[Dataset excerpts]

========================================================================

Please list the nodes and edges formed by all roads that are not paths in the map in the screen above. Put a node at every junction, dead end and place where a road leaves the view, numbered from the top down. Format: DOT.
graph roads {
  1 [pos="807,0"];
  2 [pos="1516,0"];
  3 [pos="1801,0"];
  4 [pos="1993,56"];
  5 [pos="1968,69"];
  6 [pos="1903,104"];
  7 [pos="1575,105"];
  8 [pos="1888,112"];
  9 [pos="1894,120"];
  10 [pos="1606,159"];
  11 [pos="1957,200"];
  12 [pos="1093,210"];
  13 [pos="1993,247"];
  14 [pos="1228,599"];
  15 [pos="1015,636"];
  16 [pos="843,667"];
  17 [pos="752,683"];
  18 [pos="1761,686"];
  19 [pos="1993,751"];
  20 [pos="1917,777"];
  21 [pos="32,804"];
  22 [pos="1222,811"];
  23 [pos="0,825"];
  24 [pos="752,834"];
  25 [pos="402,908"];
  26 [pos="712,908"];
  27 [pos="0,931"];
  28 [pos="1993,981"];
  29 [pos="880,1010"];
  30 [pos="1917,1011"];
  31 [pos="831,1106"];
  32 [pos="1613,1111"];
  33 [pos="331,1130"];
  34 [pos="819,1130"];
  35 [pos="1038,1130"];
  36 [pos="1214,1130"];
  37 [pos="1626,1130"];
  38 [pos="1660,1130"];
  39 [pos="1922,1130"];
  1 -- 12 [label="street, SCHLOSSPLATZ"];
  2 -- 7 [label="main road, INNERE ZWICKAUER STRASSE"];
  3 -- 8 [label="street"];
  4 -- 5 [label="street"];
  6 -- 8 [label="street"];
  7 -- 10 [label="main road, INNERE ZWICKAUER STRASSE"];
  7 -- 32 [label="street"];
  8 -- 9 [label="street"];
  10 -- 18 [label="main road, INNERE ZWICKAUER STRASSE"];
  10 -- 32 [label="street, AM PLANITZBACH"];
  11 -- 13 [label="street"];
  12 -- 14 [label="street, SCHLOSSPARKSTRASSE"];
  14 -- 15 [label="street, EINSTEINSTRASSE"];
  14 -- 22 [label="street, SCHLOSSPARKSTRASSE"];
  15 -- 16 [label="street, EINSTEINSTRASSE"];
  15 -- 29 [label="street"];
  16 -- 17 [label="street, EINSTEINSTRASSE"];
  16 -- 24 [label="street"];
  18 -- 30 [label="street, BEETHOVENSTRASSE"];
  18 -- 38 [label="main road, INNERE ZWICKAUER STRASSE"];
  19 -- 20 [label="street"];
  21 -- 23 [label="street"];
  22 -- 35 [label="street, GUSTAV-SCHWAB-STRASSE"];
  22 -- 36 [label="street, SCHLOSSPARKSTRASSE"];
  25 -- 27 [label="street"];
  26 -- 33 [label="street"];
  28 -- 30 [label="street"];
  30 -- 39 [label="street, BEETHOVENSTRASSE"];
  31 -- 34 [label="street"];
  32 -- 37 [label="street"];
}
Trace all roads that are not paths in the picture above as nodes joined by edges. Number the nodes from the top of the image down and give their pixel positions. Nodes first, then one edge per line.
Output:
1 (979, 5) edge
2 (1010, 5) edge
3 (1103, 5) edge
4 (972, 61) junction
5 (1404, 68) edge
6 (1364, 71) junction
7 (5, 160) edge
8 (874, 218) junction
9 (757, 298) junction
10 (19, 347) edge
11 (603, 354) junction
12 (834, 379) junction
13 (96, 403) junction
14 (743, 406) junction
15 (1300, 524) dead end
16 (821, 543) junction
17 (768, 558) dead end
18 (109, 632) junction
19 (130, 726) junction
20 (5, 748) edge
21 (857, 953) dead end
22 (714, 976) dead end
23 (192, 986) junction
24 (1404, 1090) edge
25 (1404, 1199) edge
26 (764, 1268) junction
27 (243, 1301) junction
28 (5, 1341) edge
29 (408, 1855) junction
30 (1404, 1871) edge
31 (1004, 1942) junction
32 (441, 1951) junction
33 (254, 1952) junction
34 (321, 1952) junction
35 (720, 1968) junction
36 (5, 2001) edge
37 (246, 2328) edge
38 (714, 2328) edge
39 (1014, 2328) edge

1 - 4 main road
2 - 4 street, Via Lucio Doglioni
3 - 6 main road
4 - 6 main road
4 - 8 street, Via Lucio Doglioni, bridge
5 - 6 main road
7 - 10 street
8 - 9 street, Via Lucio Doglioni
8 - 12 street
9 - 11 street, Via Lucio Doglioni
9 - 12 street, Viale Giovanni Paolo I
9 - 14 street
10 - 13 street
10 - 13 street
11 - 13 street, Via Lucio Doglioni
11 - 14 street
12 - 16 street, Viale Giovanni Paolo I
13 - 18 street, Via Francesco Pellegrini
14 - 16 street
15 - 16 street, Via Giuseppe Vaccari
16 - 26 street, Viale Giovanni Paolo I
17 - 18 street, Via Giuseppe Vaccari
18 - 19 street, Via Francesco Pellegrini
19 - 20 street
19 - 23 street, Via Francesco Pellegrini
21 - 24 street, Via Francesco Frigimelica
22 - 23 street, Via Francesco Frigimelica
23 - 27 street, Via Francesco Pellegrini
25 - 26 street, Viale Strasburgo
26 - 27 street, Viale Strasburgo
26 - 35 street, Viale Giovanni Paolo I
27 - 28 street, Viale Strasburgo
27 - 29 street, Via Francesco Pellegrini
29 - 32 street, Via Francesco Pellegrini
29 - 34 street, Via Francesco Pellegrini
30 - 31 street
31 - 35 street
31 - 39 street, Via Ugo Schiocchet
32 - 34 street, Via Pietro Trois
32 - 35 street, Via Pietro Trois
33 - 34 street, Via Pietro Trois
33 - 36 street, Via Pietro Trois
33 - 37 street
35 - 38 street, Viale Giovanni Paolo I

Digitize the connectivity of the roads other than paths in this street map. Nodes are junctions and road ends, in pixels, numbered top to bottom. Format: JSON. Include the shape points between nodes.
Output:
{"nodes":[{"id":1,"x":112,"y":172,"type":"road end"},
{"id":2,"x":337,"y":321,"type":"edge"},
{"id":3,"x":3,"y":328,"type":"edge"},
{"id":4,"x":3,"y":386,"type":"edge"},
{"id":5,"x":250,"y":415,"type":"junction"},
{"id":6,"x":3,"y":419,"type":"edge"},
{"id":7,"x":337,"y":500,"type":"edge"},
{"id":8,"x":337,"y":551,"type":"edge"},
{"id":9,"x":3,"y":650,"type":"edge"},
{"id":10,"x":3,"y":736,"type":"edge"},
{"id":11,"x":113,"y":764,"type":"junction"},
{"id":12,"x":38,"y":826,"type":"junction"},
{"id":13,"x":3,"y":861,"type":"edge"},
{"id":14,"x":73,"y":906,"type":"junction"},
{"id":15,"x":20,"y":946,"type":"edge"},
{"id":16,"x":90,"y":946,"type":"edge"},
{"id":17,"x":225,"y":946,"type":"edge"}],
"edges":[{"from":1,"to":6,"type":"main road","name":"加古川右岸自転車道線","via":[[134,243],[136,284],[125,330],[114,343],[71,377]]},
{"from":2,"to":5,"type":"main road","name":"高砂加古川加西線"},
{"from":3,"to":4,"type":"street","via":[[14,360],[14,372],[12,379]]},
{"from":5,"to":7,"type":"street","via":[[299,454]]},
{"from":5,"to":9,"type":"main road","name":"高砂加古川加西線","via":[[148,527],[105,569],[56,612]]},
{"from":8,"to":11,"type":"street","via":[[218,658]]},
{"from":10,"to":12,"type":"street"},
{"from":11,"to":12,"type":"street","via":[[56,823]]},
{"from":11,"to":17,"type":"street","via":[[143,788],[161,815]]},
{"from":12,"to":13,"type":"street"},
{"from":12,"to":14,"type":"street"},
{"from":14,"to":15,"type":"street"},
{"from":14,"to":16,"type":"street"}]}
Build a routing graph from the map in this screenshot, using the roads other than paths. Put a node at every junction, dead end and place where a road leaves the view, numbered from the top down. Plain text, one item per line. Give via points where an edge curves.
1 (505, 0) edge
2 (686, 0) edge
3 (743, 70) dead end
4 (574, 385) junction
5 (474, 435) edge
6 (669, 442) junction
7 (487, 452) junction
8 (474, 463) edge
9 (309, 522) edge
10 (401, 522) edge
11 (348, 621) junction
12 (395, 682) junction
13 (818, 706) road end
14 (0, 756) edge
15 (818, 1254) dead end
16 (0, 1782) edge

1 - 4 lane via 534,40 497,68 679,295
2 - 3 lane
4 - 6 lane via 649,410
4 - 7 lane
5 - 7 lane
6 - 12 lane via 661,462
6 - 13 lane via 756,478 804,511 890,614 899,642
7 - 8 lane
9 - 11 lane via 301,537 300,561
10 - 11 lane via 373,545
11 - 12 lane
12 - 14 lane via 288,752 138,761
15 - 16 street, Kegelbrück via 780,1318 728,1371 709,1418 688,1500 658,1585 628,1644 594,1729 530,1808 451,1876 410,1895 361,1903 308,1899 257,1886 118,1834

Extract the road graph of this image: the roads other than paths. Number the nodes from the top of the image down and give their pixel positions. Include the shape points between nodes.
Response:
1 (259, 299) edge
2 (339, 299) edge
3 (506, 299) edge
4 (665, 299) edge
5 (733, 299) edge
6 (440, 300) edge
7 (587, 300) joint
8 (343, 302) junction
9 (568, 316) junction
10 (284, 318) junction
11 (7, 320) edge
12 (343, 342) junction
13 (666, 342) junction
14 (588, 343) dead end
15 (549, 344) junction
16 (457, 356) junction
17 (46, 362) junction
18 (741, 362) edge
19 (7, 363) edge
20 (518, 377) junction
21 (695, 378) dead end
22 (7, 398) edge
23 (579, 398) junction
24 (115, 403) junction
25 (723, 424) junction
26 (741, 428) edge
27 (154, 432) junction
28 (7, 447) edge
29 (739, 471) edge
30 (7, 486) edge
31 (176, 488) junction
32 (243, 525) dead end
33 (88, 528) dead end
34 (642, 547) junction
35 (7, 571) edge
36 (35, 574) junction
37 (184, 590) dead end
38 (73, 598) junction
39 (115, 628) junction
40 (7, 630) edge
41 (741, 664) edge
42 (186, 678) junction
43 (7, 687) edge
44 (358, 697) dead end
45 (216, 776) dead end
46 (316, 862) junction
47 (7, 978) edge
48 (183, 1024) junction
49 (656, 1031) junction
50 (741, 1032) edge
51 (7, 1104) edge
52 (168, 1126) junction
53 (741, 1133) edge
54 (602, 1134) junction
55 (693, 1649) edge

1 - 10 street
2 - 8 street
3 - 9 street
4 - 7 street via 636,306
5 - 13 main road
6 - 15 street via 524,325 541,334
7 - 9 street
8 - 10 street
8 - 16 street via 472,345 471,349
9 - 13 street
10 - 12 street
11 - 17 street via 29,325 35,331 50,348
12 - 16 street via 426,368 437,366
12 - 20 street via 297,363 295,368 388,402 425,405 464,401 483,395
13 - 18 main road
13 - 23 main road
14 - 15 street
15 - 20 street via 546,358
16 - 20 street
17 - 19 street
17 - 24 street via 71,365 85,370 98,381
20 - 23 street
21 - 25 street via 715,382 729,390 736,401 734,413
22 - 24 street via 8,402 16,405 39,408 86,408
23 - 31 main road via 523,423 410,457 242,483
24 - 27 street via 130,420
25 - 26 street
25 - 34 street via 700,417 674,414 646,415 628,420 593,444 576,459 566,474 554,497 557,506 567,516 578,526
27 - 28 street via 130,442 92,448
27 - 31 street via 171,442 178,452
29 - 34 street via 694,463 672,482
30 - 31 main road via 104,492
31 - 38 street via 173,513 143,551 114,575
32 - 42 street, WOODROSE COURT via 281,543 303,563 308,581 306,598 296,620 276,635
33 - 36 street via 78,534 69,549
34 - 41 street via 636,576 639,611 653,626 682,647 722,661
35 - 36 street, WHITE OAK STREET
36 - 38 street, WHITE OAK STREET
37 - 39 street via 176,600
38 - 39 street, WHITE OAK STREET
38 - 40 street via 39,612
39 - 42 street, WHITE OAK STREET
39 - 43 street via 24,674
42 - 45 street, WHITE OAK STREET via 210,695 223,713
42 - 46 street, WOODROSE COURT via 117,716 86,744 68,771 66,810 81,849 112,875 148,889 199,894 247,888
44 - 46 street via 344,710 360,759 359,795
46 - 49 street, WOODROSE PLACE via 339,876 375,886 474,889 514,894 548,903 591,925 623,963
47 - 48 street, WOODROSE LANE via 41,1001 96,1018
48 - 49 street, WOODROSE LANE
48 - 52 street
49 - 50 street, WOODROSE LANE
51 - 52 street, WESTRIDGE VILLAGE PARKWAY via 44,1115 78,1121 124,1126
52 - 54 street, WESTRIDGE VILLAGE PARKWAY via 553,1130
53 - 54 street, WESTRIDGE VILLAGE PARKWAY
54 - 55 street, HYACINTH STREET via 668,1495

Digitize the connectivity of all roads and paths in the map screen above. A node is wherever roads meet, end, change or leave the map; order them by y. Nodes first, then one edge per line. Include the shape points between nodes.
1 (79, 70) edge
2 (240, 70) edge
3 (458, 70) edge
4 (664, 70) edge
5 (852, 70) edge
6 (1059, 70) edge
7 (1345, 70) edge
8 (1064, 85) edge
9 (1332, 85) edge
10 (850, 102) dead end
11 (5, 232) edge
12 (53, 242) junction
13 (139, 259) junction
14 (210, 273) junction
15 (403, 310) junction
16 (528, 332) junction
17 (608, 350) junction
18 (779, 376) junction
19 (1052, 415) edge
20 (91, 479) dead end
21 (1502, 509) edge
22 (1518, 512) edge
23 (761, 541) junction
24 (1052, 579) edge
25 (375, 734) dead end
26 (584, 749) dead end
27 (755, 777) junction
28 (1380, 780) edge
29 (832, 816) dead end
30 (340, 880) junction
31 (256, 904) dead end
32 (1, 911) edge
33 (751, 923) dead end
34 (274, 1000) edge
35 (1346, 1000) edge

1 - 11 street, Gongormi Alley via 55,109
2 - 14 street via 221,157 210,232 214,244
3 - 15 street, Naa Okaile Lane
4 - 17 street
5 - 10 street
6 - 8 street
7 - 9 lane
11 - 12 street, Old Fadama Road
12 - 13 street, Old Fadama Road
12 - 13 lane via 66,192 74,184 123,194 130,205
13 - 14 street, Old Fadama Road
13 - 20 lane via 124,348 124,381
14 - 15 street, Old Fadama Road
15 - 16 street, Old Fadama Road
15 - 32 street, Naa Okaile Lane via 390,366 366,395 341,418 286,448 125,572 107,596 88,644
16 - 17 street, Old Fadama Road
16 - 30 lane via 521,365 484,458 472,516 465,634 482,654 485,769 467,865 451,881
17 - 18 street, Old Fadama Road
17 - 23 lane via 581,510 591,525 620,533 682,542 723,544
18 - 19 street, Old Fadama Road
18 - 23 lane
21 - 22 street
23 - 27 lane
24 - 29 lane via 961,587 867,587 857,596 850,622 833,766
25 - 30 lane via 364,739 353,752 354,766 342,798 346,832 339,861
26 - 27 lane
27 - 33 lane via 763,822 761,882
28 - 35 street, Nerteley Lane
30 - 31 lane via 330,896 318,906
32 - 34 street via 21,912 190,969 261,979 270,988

========================================================================

**Task prompt**
Using the data above, count the lines that include "Frigimelica" and write the number alone.

**Result for this task**
2